Ouistreham
Librement adapté du récit d’enquête de Florence Aubenas, Le Quai de Ouistreham, le film Ouistreham est réalisé par Emmanuel Carrère. Hormis Juliette Binoche, tête d’affiche sans fard, l’ensemble des actrices et acteurs est non professionnel, ils et elles sont très convaincants.
Au début de l’histoire, Marianne Winckler nous explique ce pourquoi elle plonge à Caen et cherche du travail en prétendant ne disposer que d’un bac et du CV désespérément vide d’une ex femme au foyer. Elle veut s’immerger dans la vie des précaires pour pouvoir en parler, depuis l’intérieur, et rendre son propos crédible.
Pôle emploi, scènes iniques de coaching pour développer son employabilité, remarques désobligeantes envers celle au parcours de vie essentiellement non professionnel. Viennent les premières missions en nettoyage, avec la pression du travail à faire bien, vite, tout en se tenant à carreau dès lors que les client.es rouspètent. Elle se fait rapidement virer d’un poste et en trouve un autre, réputé plus difficile.
Pendant le travail, elle prend des notes à la volée et travaille son texte le soir. Elle cherche le sens du récit, éprouve qu’il lui sera impossible raconter tout ce qu’elle voit. Le déclic survient, elle s’appuiera sur le portrait singulier de l’une de ses collègues, cette femme-là devenant le prisme par lequel le récit peut s’organiser.
Quand Florence Aubenas montre la crudité de la réalité, la violence des conditions de travail voire de l’exploitation de la pauvreté dans son livre, Emmanuel Carrère campe surtout une histoire d’amitié entre deux femmes collègues, Marianne Winckler — qui n’est plus journaliste mais écrivaine dans le film — et Christèle — interprétée par Hélène Lambert.
Soirées au bowling, fins de mois sans fin, vieilles voitures et le risque constant de la panne… On se serre les coudes, on partage les cigarettes, on se relaie pour garder les gosses. Si les conditions de travail sont éprouvantes, l’ambiance est bonne, on se marre bien finalement dans l’équipe des ferries qui relient Portsmouth à Ouistreham et qu’il faut briquer, vaille que vaille, pendant que les passagers d’un trajet descendent et que les suivants sont sur le point d’embarquer.
Au fil de chacune des 3 rotations quotidiennes, tout est chronométré, calibré : 4 minutes par cabine pour changer la literie et remettre de l’ordre, 3 minutes par salle d’eau. Les corps sont rudoyés, poussés à bout, mais à part une scène dans une cabine de douche au début du film où Marianne Winckler tente d’épuiser sa fatigue sous l’eau chaude, rien ne nous dira à quel point les cadences folles brisent lentement les vies de celles et ceux qui ont été enrôlés dans ces métiers et qui, précarité et endettement obligent, ne peuvent s’en extraire pour un autre projet professionnel.

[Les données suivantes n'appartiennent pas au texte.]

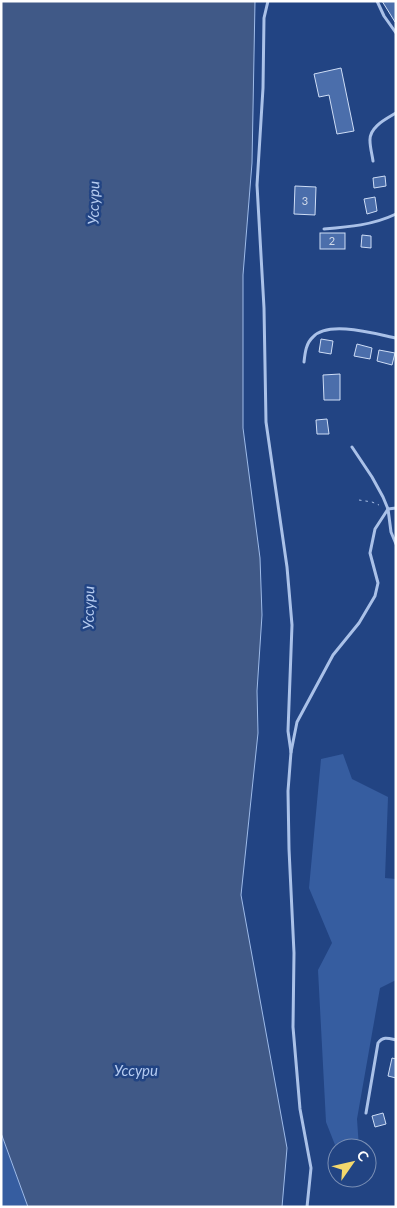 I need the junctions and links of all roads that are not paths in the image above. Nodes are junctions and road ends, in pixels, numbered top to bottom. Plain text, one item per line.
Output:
1 (268, 1) edge
2 (377, 1) edge
3 (396, 33) edge
4 (396, 113) edge
5 (373, 161) dead end
6 (396, 214) edge
7 (324, 229) dead end
8 (396, 338) edge
9 (304, 362) dead end
10 (352, 448) dead end
11 (396, 508) edge
12 (388, 509) junction
13 (396, 544) edge
14 (291, 752) junction
15 (396, 1040) edge
16 (366, 1113) dead end
17 (307, 1207) edge

1 - 14 lane
2 - 3 lane
4 - 5 lane
6 - 7 lane
8 - 9 lane
10 - 12 lane
11 - 12 lane
12 - 13 lane
12 - 14 lane
14 - 17 lane
15 - 16 lane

L’aspect documenté — voire documentaire — passe à la trappe d’une histoire d’amitié et de trahison que l’on voit venir et qui peine à nous convaincre lorsque le voile se lève sur la vraie profession de Marianne Winckler.
Finalement, la claque du film surgit en une réplique, lorsque qu’une collègue de l’équipe des ferries fête son départ pour « une opportunité » à la Brioche dorée qu’elle ne peut pas laisser passer. Là, la réalité nous rattrape.
À l’enquête journalistique faite pour dénoncer la précarité comme l’appauvrissement de femmes et d’hommes relégués dans les métiers d’invisibles que sont ceux du nettoyage, le film semble tenter d’aborder un récit « social » sans pour autant y parvenir.